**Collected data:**

┏━━

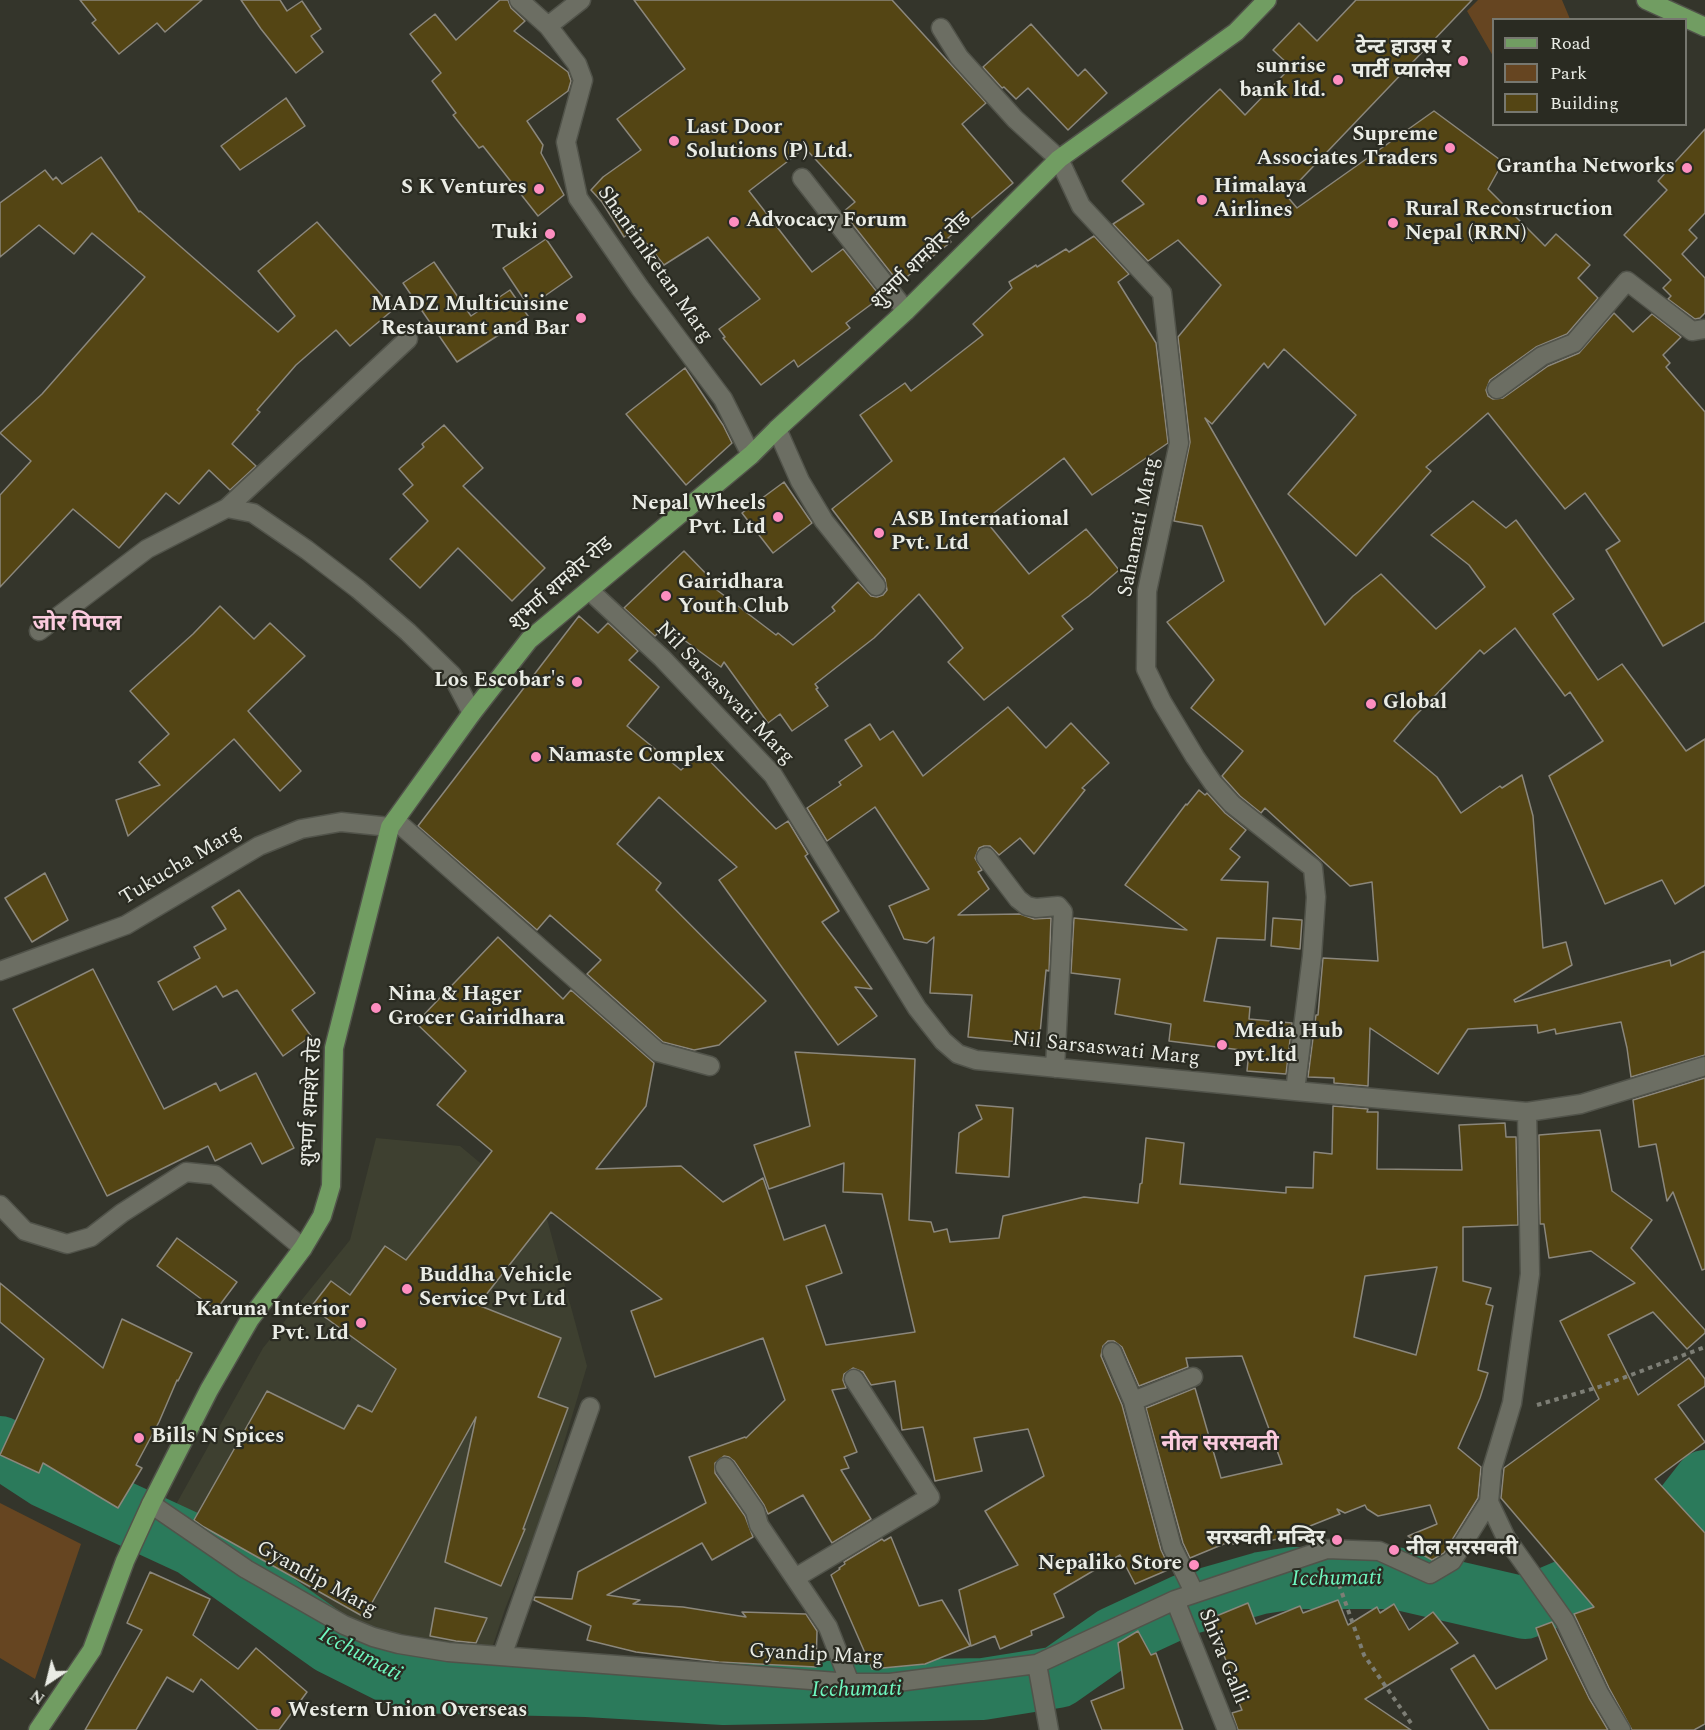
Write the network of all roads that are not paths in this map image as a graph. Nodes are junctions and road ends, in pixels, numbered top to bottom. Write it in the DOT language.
graph roads {
  1 [pos="519,0"];
  2 [pos="581,0"];
  3 [pos="1267,0"];
  4 [pos="1646,0"];
  5 [pos="1685,18"];
  6 [pos="1687,19"];
  7 [pos="548,26"];
  8 [pos="1705,27"];
  9 [pos="941,28"];
  10 [pos="1059,159"];
  11 [pos="802,178"];
  12 [pos="906,310"];
  13 [pos="1705,330"];
  14 [pos="408,339"];
  15 [pos="1497,389"];
  16 [pos="777,429"];
  17 [pos="751,455"];
  18 [pos="227,508"];
  19 [pos="876,586"];
  20 [pos="589,590"];
  21 [pos="39,631"];
  22 [pos="472,712"];
  23 [pos="392,824"];
  24 [pos="986,857"];
  25 [pos="0,971"];
  26 [pos="710,1066"];
  27 [pos="1705,1066"];
  28 [pos="1055,1068"];
  29 [pos="1295,1091"];
  30 [pos="1527,1112"];
  31 [pos="0,1205"];
  32 [pos="303,1248"];
  33 [pos="1112,1352"];
  34 [pos="1193,1377"];
  35 [pos="854,1379"];
  36 [pos="1133,1401"];
  37 [pos="590,1407"];
  38 [pos="725,1467"];
  39 [pos="1489,1502"];
  40 [pos="151,1504"];
  41 [pos="795,1578"];
  42 [pos="1194,1592"];
  43 [pos="1175,1600"];
  44 [pos="502,1656"];
  45 [pos="1039,1669"];
  46 [pos="850,1683"];
  47 [pos="40,1729"];
  48 [pos="1049,1730"];
  49 [pos="1227,1730"];
  50 [pos="1621,1730"];
  1 -- 7 [label="street, Shantiniketan Marg"];
  2 -- 7 [label="street"];
  3 -- 10 [label="main road, शुभर्ण शमशेर रोड"];
  4 -- 5 [label="main road"];
  6 -- 8 [label="main road"];
  7 -- 17 [label="street, Shantiniketan Marg"];
  9 -- 10 [label="street"];
  10 -- 12 [label="main road, शुभर्ण शमशेर रोड"];
  10 -- 29 [label="street, Sahamati Marg"];
  11 -- 12 [label="street"];
  12 -- 16 [label="main road, शुभर्ण शमशेर रोड"];
  13 -- 15 [label="street"];
  14 -- 18 [label="street"];
  16 -- 17 [label="main road, शुभर्ण शमशेर रोड"];
  16 -- 19 [label="street"];
  17 -- 20 [label="main road, शुभर्ण शमशेर रोड"];
  18 -- 21 [label="street"];
  18 -- 22 [label="street"];
  20 -- 22 [label="main road, शुभर्ण शमशेर रोड"];
  20 -- 28 [label="street, Nil Sarsaswati Marg"];
  22 -- 23 [label="main road, शुभर्ण शमशेर रोड"];
  23 -- 25 [label="street, Tukucha Marg"];
  23 -- 26 [label="street"];
  23 -- 32 [label="main road, शुभर्ण शमशेर रोड"];
  24 -- 28 [label="street"];
  27 -- 30 [label="street, Nil Sarsaswati Marg"];
  28 -- 29 [label="street, Nil Sarsaswati Marg"];
  29 -- 30 [label="street, Nil Sarsaswati Marg"];
  30 -- 39 [label="street"];
  31 -- 32 [label="street"];
  32 -- 40 [label="main road, शुभर्ण शमशेर रोड"];
  33 -- 36 [label="street"];
  34 -- 36 [label="street"];
  35 -- 41 [label="street"];
  36 -- 42 [label="street"];
  37 -- 44 [label="street"];
  38 -- 41 [label="street"];
  39 -- 42 [label="street, Gyandip Marg"];
  39 -- 50 [label="street"];
  40 -- 44 [label="street, Gyandip Marg"];
  40 -- 47 [label="main road, शुभर्ण शमशेर रोड"];
  41 -- 46 [label="street"];
  42 -- 43 [label="street, Gyandip Marg"];
  43 -- 45 [label="street, Gyandip Marg"];
  43 -- 49 [label="street, Shiva Galli"];
  44 -- 46 [label="street, Gyandip Marg"];
  45 -- 46 [label="street, Gyandip Marg"];
  45 -- 48 [label="street"];
}
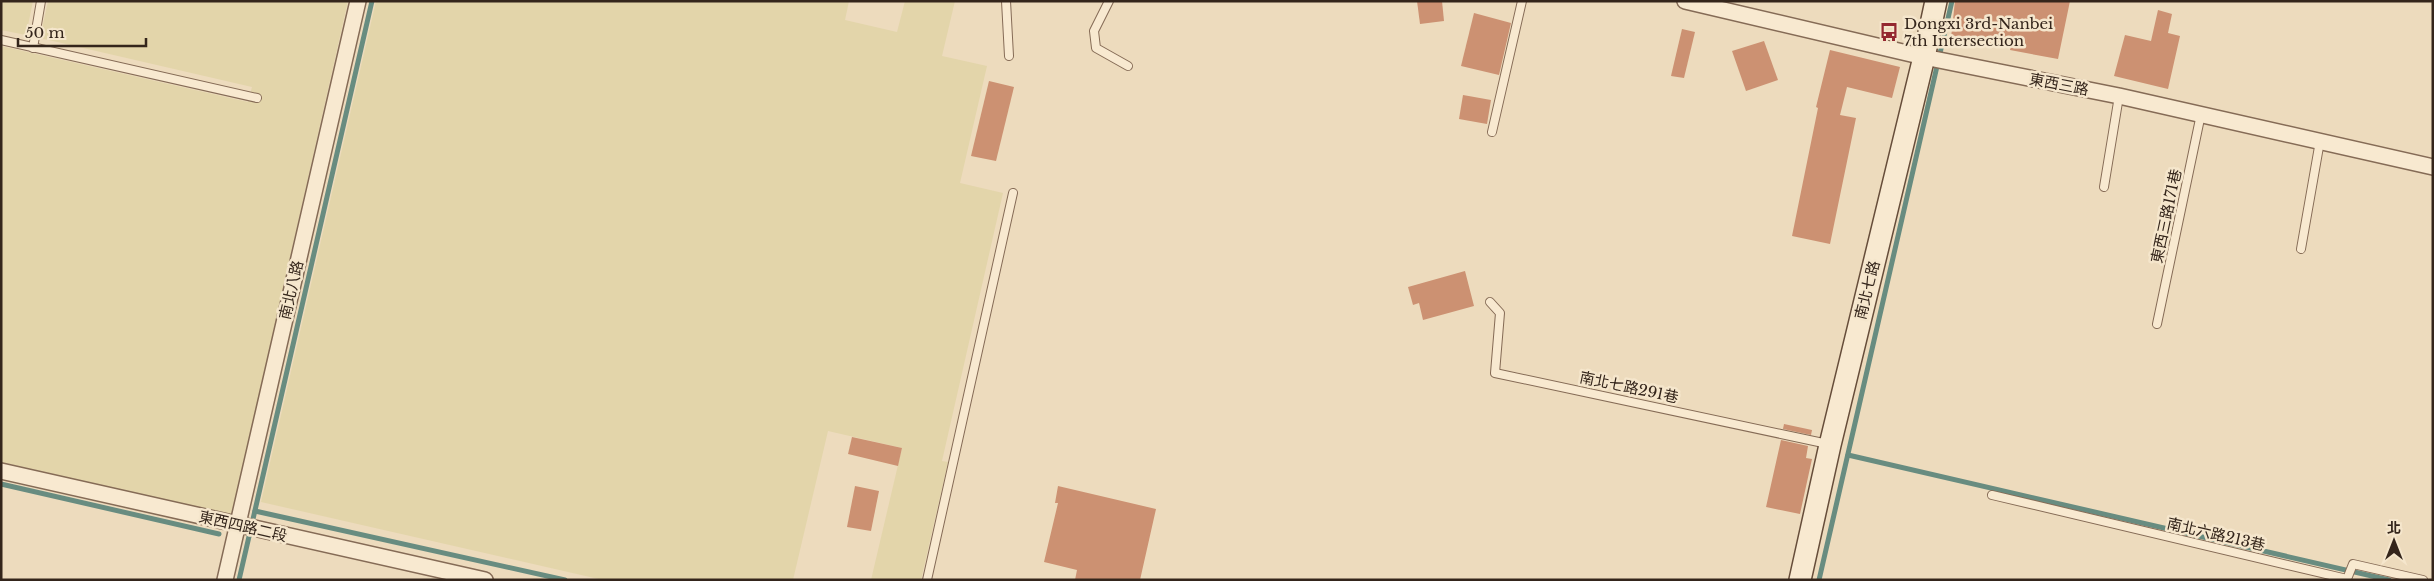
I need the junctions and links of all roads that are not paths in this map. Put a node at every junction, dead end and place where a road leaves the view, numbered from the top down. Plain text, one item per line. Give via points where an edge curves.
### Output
1 (41, 1) edge
2 (358, 1) edge
3 (1006, 1) edge
4 (1109, 1) edge
5 (1522, 1) edge
6 (1685, 1) edge
7 (1936, 1) edge
8 (1, 40) edge
9 (33, 48) junction
10 (1009, 56) dead end
11 (1924, 57) junction
12 (1128, 66) dead end
13 (2119, 96) junction
14 (258, 98) dead end
15 (2201, 114) junction
16 (1492, 132) dead end
17 (2320, 140) junction
18 (2433, 167) edge
19 (2104, 187) dead end
20 (1013, 194) dead end
21 (2301, 250) dead end
22 (1490, 302) dead end
23 (2157, 324) dead end
24 (1830, 445) junction
25 (1, 471) edge
26 (1992, 495) dead end
27 (237, 525) junction
28 (225, 580) edge
29 (485, 580) edge
30 (927, 580) edge
31 (1800, 580) edge
32 (2423, 580) edge

1 - 9 lane
2 - 27 street, 南北八路
3 - 10 lane
4 - 12 lane via 1094,30 1096,48
5 - 16 lane
6 - 11 street, 東西三路
7 - 11 street, 南北七路
8 - 9 lane
9 - 14 lane
11 - 13 street, 東西三路
11 - 24 street, 南北七路
13 - 15 street, 東西三路
13 - 19 lane
15 - 17 street, 東西三路
15 - 23 lane, 東西三路171巷
17 - 18 street, 東西三路
17 - 21 lane
20 - 30 lane
22 - 24 lane, 南北七路291巷 via 1500,313 1495,373
24 - 31 street, 南北七路
25 - 27 street, 東西四路二段
26 - 32 lane, 南北六路213巷 via 2347,579 2353,564
27 - 28 street, 南北八路
27 - 29 street, 東西四路二段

┗━━

**Task to complete:**
Restate the records above in full, word for word. Keep pictures out.

**Written response:**
Write the network of all roads that are not paths in this map image as a graph. Nodes are junctions and road ends, in pixels, numbered top to bottom. Write it in the DOT language.
graph roads {
  1 [pos="519,0"];
  2 [pos="581,0"];
  3 [pos="1267,0"];
  4 [pos="1646,0"];
  5 [pos="1685,18"];
  6 [pos="1687,19"];
  7 [pos="548,26"];
  8 [pos="1705,27"];
  9 [pos="941,28"];
  10 [pos="1059,159"];
  11 [pos="802,178"];
  12 [pos="906,310"];
  13 [pos="1705,330"];
  14 [pos="408,339"];
  15 [pos="1497,389"];
  16 [pos="777,429"];
  17 [pos="751,455"];
  18 [pos="227,508"];
  19 [pos="876,586"];
  20 [pos="589,590"];
  21 [pos="39,631"];
  22 [pos="472,712"];
  23 [pos="392,824"];
  24 [pos="986,857"];
  25 [pos="0,971"];
  26 [pos="710,1066"];
  27 [pos="1705,1066"];
  28 [pos="1055,1068"];
  29 [pos="1295,1091"];
  30 [pos="1527,1112"];
  31 [pos="0,1205"];
  32 [pos="303,1248"];
  33 [pos="1112,1352"];
  34 [pos="1193,1377"];
  35 [pos="854,1379"];
  36 [pos="1133,1401"];
  37 [pos="590,1407"];
  38 [pos="725,1467"];
  39 [pos="1489,1502"];
  40 [pos="151,1504"];
  41 [pos="795,1578"];
  42 [pos="1194,1592"];
  43 [pos="1175,1600"];
  44 [pos="502,1656"];
  45 [pos="1039,1669"];
  46 [pos="850,1683"];
  47 [pos="40,1729"];
  48 [pos="1049,1730"];
  49 [pos="1227,1730"];
  50 [pos="1621,1730"];
  1 -- 7 [label="street, Shantiniketan Marg"];
  2 -- 7 [label="street"];
  3 -- 10 [label="main road, शुभर्ण शमशेर रोड"];
  4 -- 5 [label="main road"];
  6 -- 8 [label="main road"];
  7 -- 17 [label="street, Shantiniketan Marg"];
  9 -- 10 [label="street"];
  10 -- 12 [label="main road, शुभर्ण शमशेर रोड"];
  10 -- 29 [label="street, Sahamati Marg"];
  11 -- 12 [label="street"];
  12 -- 16 [label="main road, शुभर्ण शमशेर रोड"];
  13 -- 15 [label="street"];
  14 -- 18 [label="street"];
  16 -- 17 [label="main road, शुभर्ण शमशेर रोड"];
  16 -- 19 [label="street"];
  17 -- 20 [label="main road, शुभर्ण शमशेर रोड"];
  18 -- 21 [label="street"];
  18 -- 22 [label="street"];
  20 -- 22 [label="main road, शुभर्ण शमशेर रोड"];
  20 -- 28 [label="street, Nil Sarsaswati Marg"];
  22 -- 23 [label="main road, शुभर्ण शमशेर रोड"];
  23 -- 25 [label="street, Tukucha Marg"];
  23 -- 26 [label="street"];
  23 -- 32 [label="main road, शुभर्ण शमशेर रोड"];
  24 -- 28 [label="street"];
  27 -- 30 [label="street, Nil Sarsaswati Marg"];
  28 -- 29 [label="street, Nil Sarsaswati Marg"];
  29 -- 30 [label="street, Nil Sarsaswati Marg"];
  30 -- 39 [label="street"];
  31 -- 32 [label="street"];
  32 -- 40 [label="main road, शुभर्ण शमशेर रोड"];
  33 -- 36 [label="street"];
  34 -- 36 [label="street"];
  35 -- 41 [label="street"];
  36 -- 42 [label="street"];
  37 -- 44 [label="street"];
  38 -- 41 [label="street"];
  39 -- 42 [label="street, Gyandip Marg"];
  39 -- 50 [label="street"];
  40 -- 44 [label="street, Gyandip Marg"];
  40 -- 47 [label="main road, शुभर्ण शमशेर रोड"];
  41 -- 46 [label="street"];
  42 -- 43 [label="street, Gyandip Marg"];
  43 -- 45 [label="street, Gyandip Marg"];
  43 -- 49 [label="street, Shiva Galli"];
  44 -- 46 [label="street, Gyandip Marg"];
  45 -- 46 [label="street, Gyandip Marg"];
  45 -- 48 [label="street"];
}
I need the junctions and links of all roads that are not paths in this map. Put a node at every junction, dead end and place where a road leaves the view, numbered from the top down. Plain text, one item per line. Give via points where an edge curves.
### Output
1 (41, 1) edge
2 (358, 1) edge
3 (1006, 1) edge
4 (1109, 1) edge
5 (1522, 1) edge
6 (1685, 1) edge
7 (1936, 1) edge
8 (1, 40) edge
9 (33, 48) junction
10 (1009, 56) dead end
11 (1924, 57) junction
12 (1128, 66) dead end
13 (2119, 96) junction
14 (258, 98) dead end
15 (2201, 114) junction
16 (1492, 132) dead end
17 (2320, 140) junction
18 (2433, 167) edge
19 (2104, 187) dead end
20 (1013, 194) dead end
21 (2301, 250) dead end
22 (1490, 302) dead end
23 (2157, 324) dead end
24 (1830, 445) junction
25 (1, 471) edge
26 (1992, 495) dead end
27 (237, 525) junction
28 (225, 580) edge
29 (485, 580) edge
30 (927, 580) edge
31 (1800, 580) edge
32 (2423, 580) edge

1 - 9 lane
2 - 27 street, 南北八路
3 - 10 lane
4 - 12 lane via 1094,30 1096,48
5 - 16 lane
6 - 11 street, 東西三路
7 - 11 street, 南北七路
8 - 9 lane
9 - 14 lane
11 - 13 street, 東西三路
11 - 24 street, 南北七路
13 - 15 street, 東西三路
13 - 19 lane
15 - 17 street, 東西三路
15 - 23 lane, 東西三路171巷
17 - 18 street, 東西三路
17 - 21 lane
20 - 30 lane
22 - 24 lane, 南北七路291巷 via 1500,313 1495,373
24 - 31 street, 南北七路
25 - 27 street, 東西四路二段
26 - 32 lane, 南北六路213巷 via 2347,579 2353,564
27 - 28 street, 南北八路
27 - 29 street, 東西四路二段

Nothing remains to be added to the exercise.